雑誌 健康教室 2022年10月号48-9
応急処置アップデート Q and A
不定愁訴
目次
Q
なにか心因的な原因があり過呼吸になってしまっている場合や、喘息等は見た目でわかることが多いのですが、とくに見た目に異常がなく、ただ苦しさを訴える児童がたまにいます。
・どこまで保健室で経過観察をしたらいいのか(訴えがある以上、授業には出さないでずっと休ませるのか)
・ここは見逃したくないチェックポイント等はあるか
・心疾患を疑う兆候
・受診の目安
などなど、たくさんありますが教えていただけますでしょうか。
小学校の養護教諭の先生からのQ
A
症状や訴えから重大な疾患を除外していきます。同時に体温などバイタルサインのチェック(001)を行います。特に大きな問題がないのでしたら、児童生徒の話を聞いて授業に戻るか帰宅させるか決めてください
図1
バイタルサイン
解説
1.不定愁訴とは
原因はわからないがあれこれ幾つもの症状を訴え続ける状態、もしくはその訴えそのものを不定愁訴と言います。症状として多いのが頭痛、筋肉痛、腰背部痛、倦怠感、悪心、食欲不振などです(002)。病院では身体所見を取り、レントゲン検査、血液検査などで疾患を探します。訴えに合致する疾患が見つかればその治療を行い、見つからない場合は心理的・精神的な関与を疑います。
図2
不定愁訴
2.フィジカルアセスメント
「Physical(身体の) Assessment(評価)」。目の前の患者の状態を、見たり聞いたりして判断することです。問診や視診などが含まれます。順番としては遠くから近くへ、痛くないものから痛いものへと診察を進めてきます(003)。
(1)問診:訴えを聞きます
(2)視診:訴えのある部分を見ます。
(3)触診:触れることで皮膚や痛みの状態を探ります。
(4)打診:叩いた音や振動から、内部の様子を探ります
(5)聴診:聴診器を使って体内の音を聞きます
このうち、打診については経験が少なければ判断ができないため難しい手技です。
図3
フィジカルアセスメント
3.揃えておくべき道具(004)
体温計、ペンライト、舌圧子は用意しておきましょう。パスルオキシメーターは呼吸機能を簡便に測定できるとともに心拍数もわかりますので有用です。聴診器は喘息発作の時に役立ちます。
図4
用意すると良い道具
4.精神的な問題による症状
精神的な問題により体の不調を訴える症例があります。
うつ病(気分障害):気持ちを言葉で表せない子供では、身体症状が出やすくなります。また気分にむらがあったり、落ち込みよりイライラが前景に立ちます。症状は睡眠障害、食欲低下、朝に元気が出ず夜に元気になる、興味や意欲の低下があります。うつ病が疑われる場合には精神科受診を勧めます。

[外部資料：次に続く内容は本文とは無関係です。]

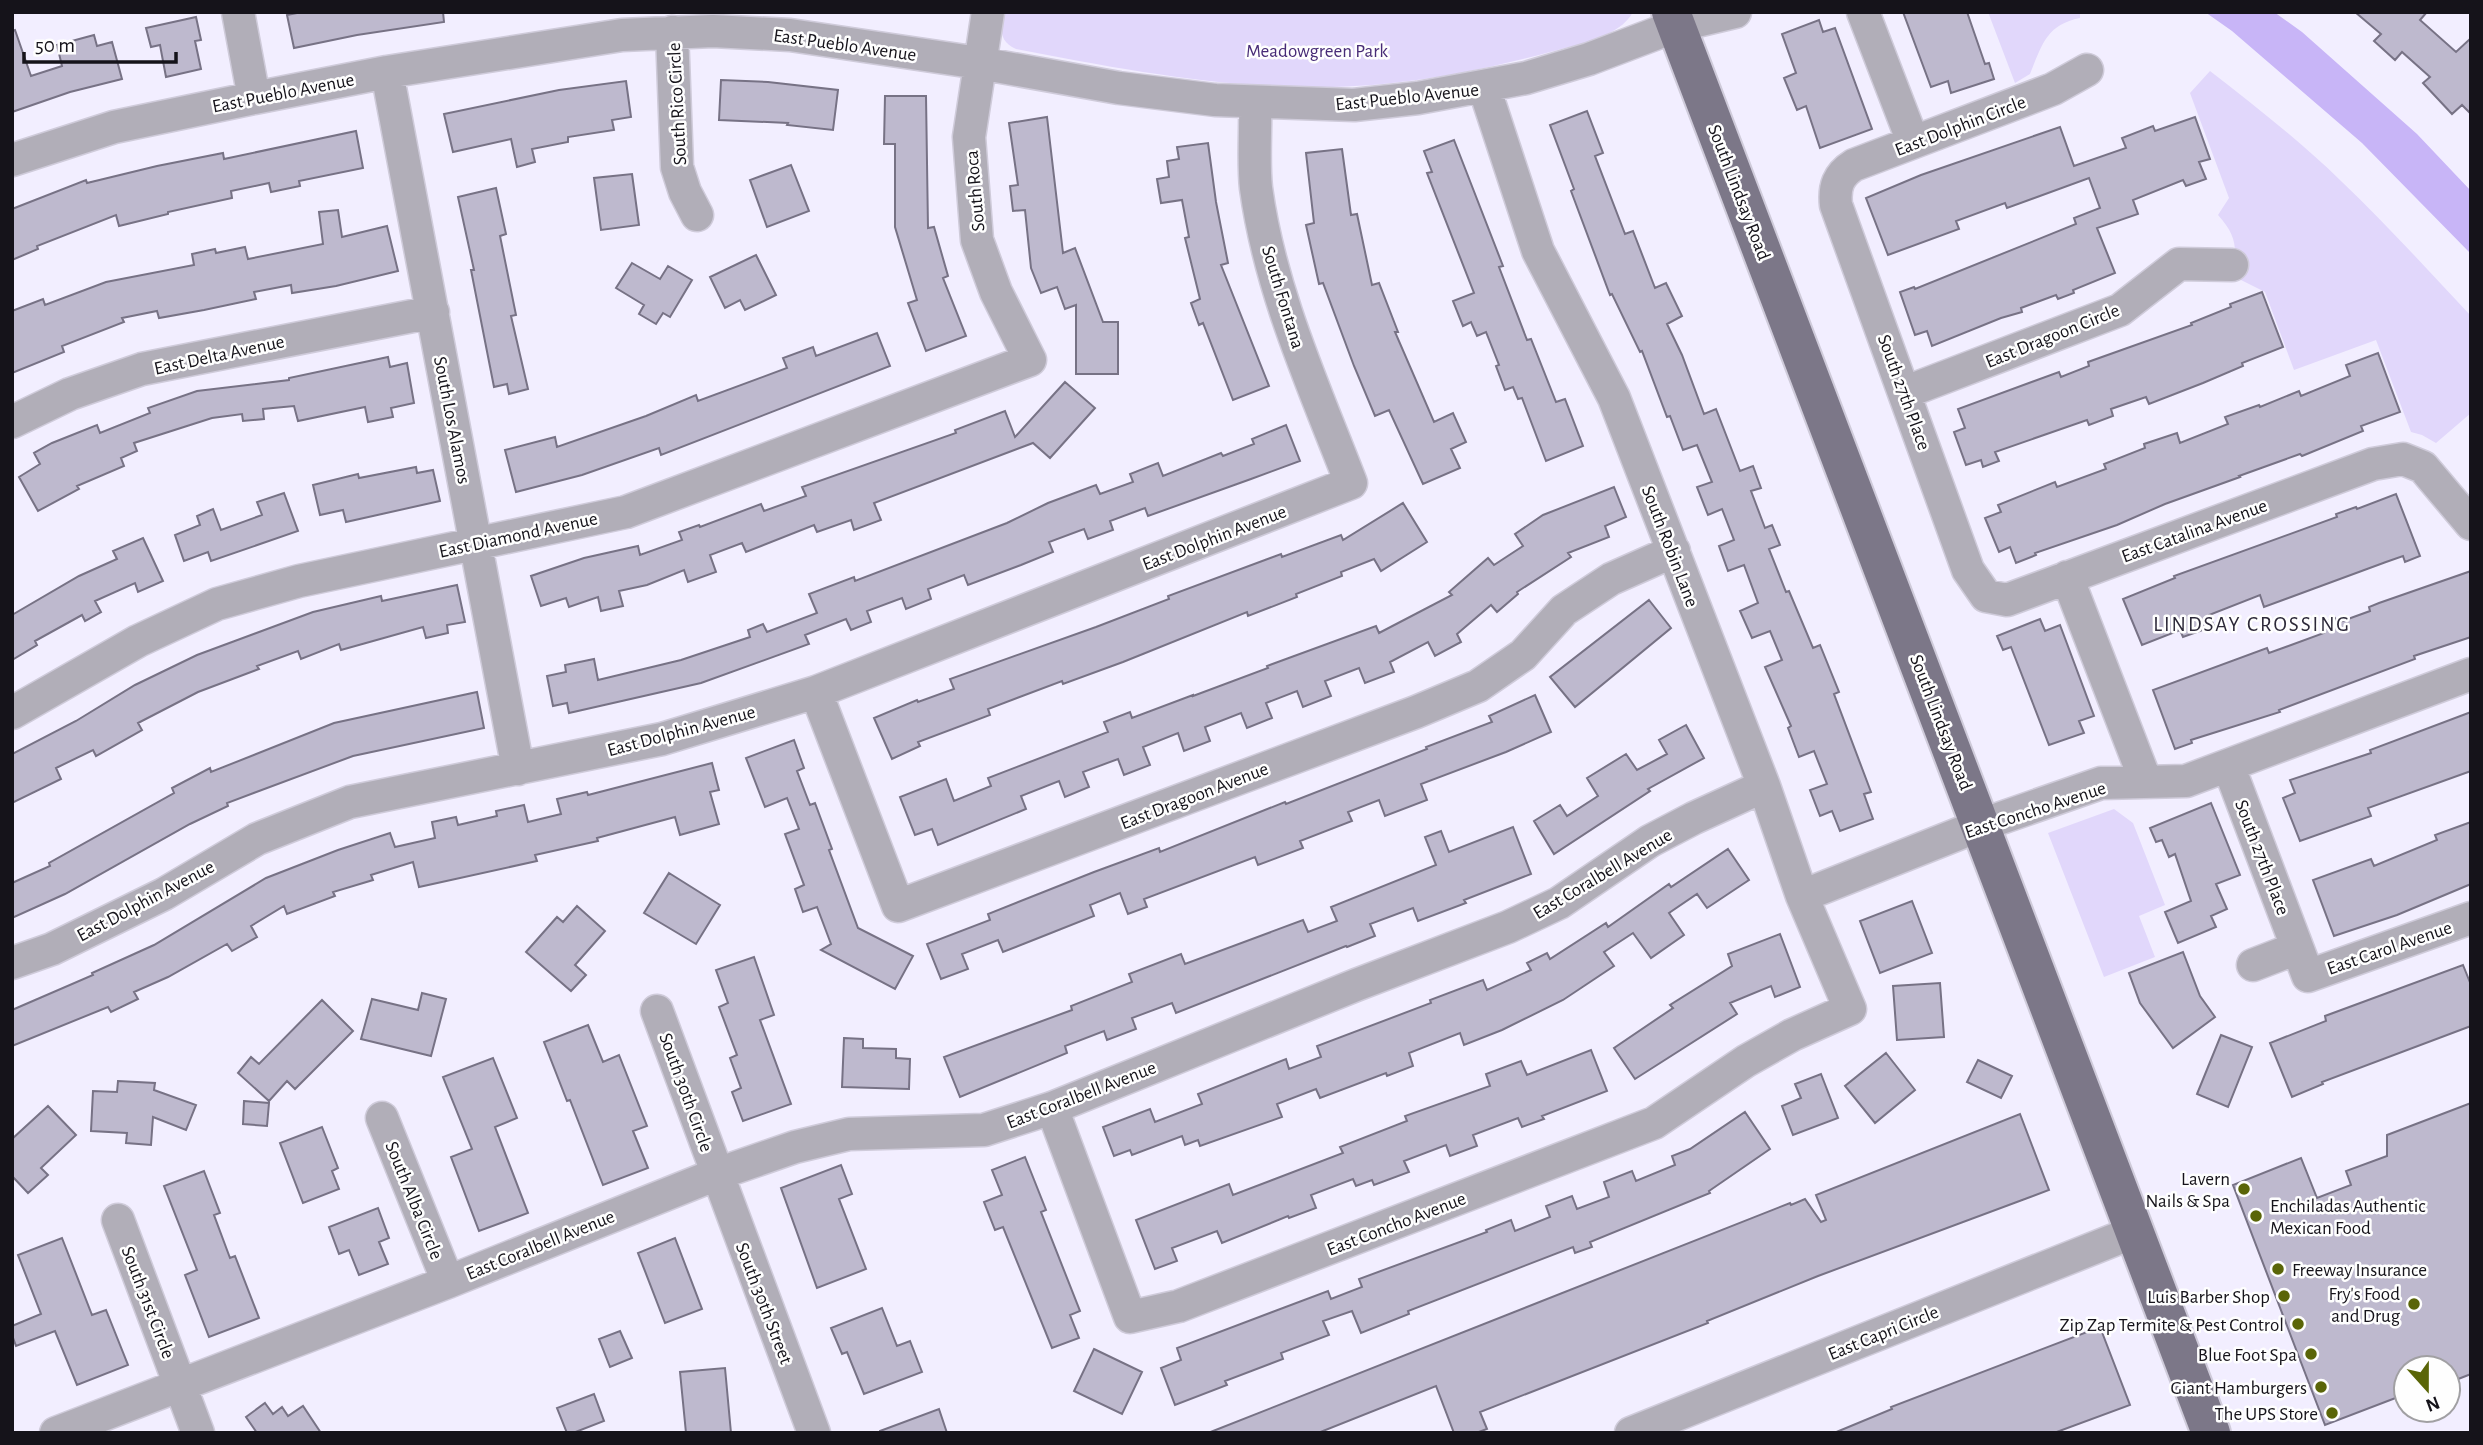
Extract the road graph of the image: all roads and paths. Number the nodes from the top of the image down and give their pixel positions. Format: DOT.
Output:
graph roads {
  1 [pos="238,12"];
  2 [pos="988,12"];
  3 [pos="1735,12"];
  4 [pos="1863,12"];
  5 [pos="1680,17"];
  6 [pos="672,32"];
  7 [pos="979,63"];
  8 [pos="2087,70"];
  9 [pos="387,72"];
  10 [pos="1483,87"];
  11 [pos="254,98"];
  12 [pos="1255,102"];
  13 [pos="1913,142"];
  14 [pos="12,160"];
  15 [pos="1836,183"];
  16 [pos="697,215"];
  17 [pos="2232,265"];
  18 [pos="433,312"];
  19 [pos="1030,360"];
  20 [pos="1906,392"];
  21 [pos="12,422"];
  22 [pos="1351,483"];
  23 [pos="2471,524"];
  24 [pos="476,542"];
  25 [pos="1674,551"];
  26 [pos="2067,577"];
  27 [pos="1986,596"];
  28 [pos="2471,674"];
  29 [pos="816,692"];
  30 [pos="12,713"];
  31 [pos="2229,767"];
  32 [pos="518,769"];
  33 [pos="2146,782"];
  34 [pos="1764,786"];
  35 [pos="1981,825"];
  36 [pos="1802,896"];
  37 [pos="2471,918"];
  38 [pos="2302,962"];
  39 [pos="12,963"];
  40 [pos="2253,965"];
  41 [pos="1850,1009"];
  42 [pos="657,1011"];
  43 [pos="1052,1108"];
  44 [pos="382,1118"];
  45 [pos="717,1174"];
  46 [pos="118,1220"];
  47 [pos="2134,1232"];
  48 [pos="447,1282"];
  49 [pos="180,1385"];
  50 [pos="56,1433"];
  51 [pos="198,1433"];
  52 [pos="814,1433"];
  53 [pos="1631,1433"];
  54 [pos="2211,1433"];
  1 -- 11 [label="street"];
  2 -- 7 [label="street, South Roca"];
  3 -- 5 [label="street, East Pueblo Avenue"];
  4 -- 13 [label="street"];
  5 -- 10 [label="street, East Pueblo Avenue"];
  5 -- 35 [label="main road, South Lindsay Road"];
  6 -- 7 [label="street, East Pueblo Avenue"];
  6 -- 9 [label="street, East Pueblo Avenue"];
  6 -- 16 [label="street, South Rico Circle"];
  7 -- 12 [label="street, East Pueblo Avenue"];
  7 -- 19 [label="street, South Roca"];
  8 -- 13 [label="street, East Dolphin Circle"];
  9 -- 11 [label="street, East Pueblo Avenue"];
  9 -- 18 [label="street, South Los Alamos"];
  10 -- 12 [label="street, East Pueblo Avenue"];
  10 -- 25 [label="street, South Robin Lane"];
  11 -- 14 [label="street, East Pueblo Avenue"];
  12 -- 22 [label="street, South Fontana"];
  13 -- 15 [label="street, East Dolphin Circle"];
  15 -- 20 [label="street, South 27th Place"];
  17 -- 20 [label="street, East Dragoon Circle"];
  18 -- 21 [label="street, East Delta Avenue"];
  18 -- 24 [label="street, South Los Alamos"];
  19 -- 24 [label="street, East Diamond Avenue"];
  20 -- 27 [label="street, South 27th Place"];
  22 -- 29 [label="street, East Dolphin Avenue"];
  23 -- 26 [label="street, East Catalina Avenue"];
  24 -- 30 [label="street, East Diamond Avenue"];
  24 -- 32 [label="street, South Los Alamos"];
  25 -- 29 [label="street, East Dragoon Avenue"];
  25 -- 34 [label="street, South Robin Lane"];
  26 -- 27 [label="street, East Catalina Avenue"];
  26 -- 33 [label="street"];
  28 -- 31 [label="street, East Concho Avenue"];
  29 -- 32 [label="street, East Dolphin Avenue"];
  31 -- 33 [label="street, East Concho Avenue"];
  31 -- 38 [label="street, South 27th Place"];
  32 -- 39 [label="street, East Dolphin Avenue"];
  33 -- 35 [label="street, East Concho Avenue"];
  34 -- 36 [label="street, South Robin Lane"];
  34 -- 43 [label="street, East Coralbell Avenue"];
  35 -- 36 [label="street, East Concho Avenue"];
  35 -- 47 [label="main road, South Lindsay Road"];
  36 -- 41 [label="street, South Robin Lane"];
  37 -- 38 [label="street, East Carol Avenue"];
  38 -- 40 [label="street"];
  41 -- 43 [label="street, East Concho Avenue"];
  42 -- 45 [label="street, South 30th Circle"];
  43 -- 45 [label="street, East Coralbell Avenue"];
  44 -- 48 [label="street, South Alba Circle"];
  45 -- 48 [label="street, East Coralbell Avenue"];
  45 -- 52 [label="street, South 30th Street"];
  46 -- 49 [label="street, South 31st Circle"];
  47 -- 53 [label="street, East Capri Circle"];
  47 -- 54 [label="main road, South Lindsay Road"];
  48 -- 49 [label="street, East Coralbell Avenue"];
  49 -- 50 [label="street, East Coralbell Avenue"];
  49 -- 51 [label="street, South 31st Circle"];
}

心身症:ストレスが原因で身体症状が出るものです。頭痛や消化器症状がありますが、喘息や頻尿も心身症として出ることがあります。身体症状がメインですので、まずその症状にふさわしい病院を受診させます。医師が精査した上で「心身症」と診断されれば主に心療内科で治療されます。
5.訴えを聞くこと
苦しさを訴えている時は、いつから、どこが、どの程度苦しいのか、過去に同じことがあったかなど、系統立てて聞くことにより何が原因なのか推測することができます。また経験のある養護教諭なら精神的に問題があるかも判断できるでしょう。
こんなことがありました
中2の女子。授業中に息が苦しいと言って、泣きながら来室。首元を抑えています。
浅い呼吸をしていたため、鼻から吸って、口から吐くと呼吸の指導をしていくと、呼吸は落ち着いてきました。パルスオキシメーターを装着し98%でした。熱は36.8℃。保健調査にはぜんそくの記載はありませんでした。家庭に連絡を取り、ぜんそくの既往があることが分かり今回のもぜんそく発作のようでした。30分間保健室で経過観察して教室に戻しました。書き出してみると、なかなか的を得ないケースになっていて、もっと問診や表情の観察が必要だったなと・・反省中です。
今回すぐに保護者に連絡が取れたので対応ができましたが、どこまで様子を見てよいのか。心因性なのか?本当にぜんそくなのか?他の疾患の可能性についても教えていただきたいです。
↓
筆者より:この症例は過換気発作の類と思われます。喘息で首元を抑えているのは見たことがありせん。喘息発作では座位で口すぼめ呼吸をしているのが普通です。喘息の場合は聴診器で呼気時のピーという高い音が必ず聞こえます。疑った時は自分で必ず確かめましょう。また一般の方は、よく咳き込んだり喉が枯れたりすることも喘息と称することがあります。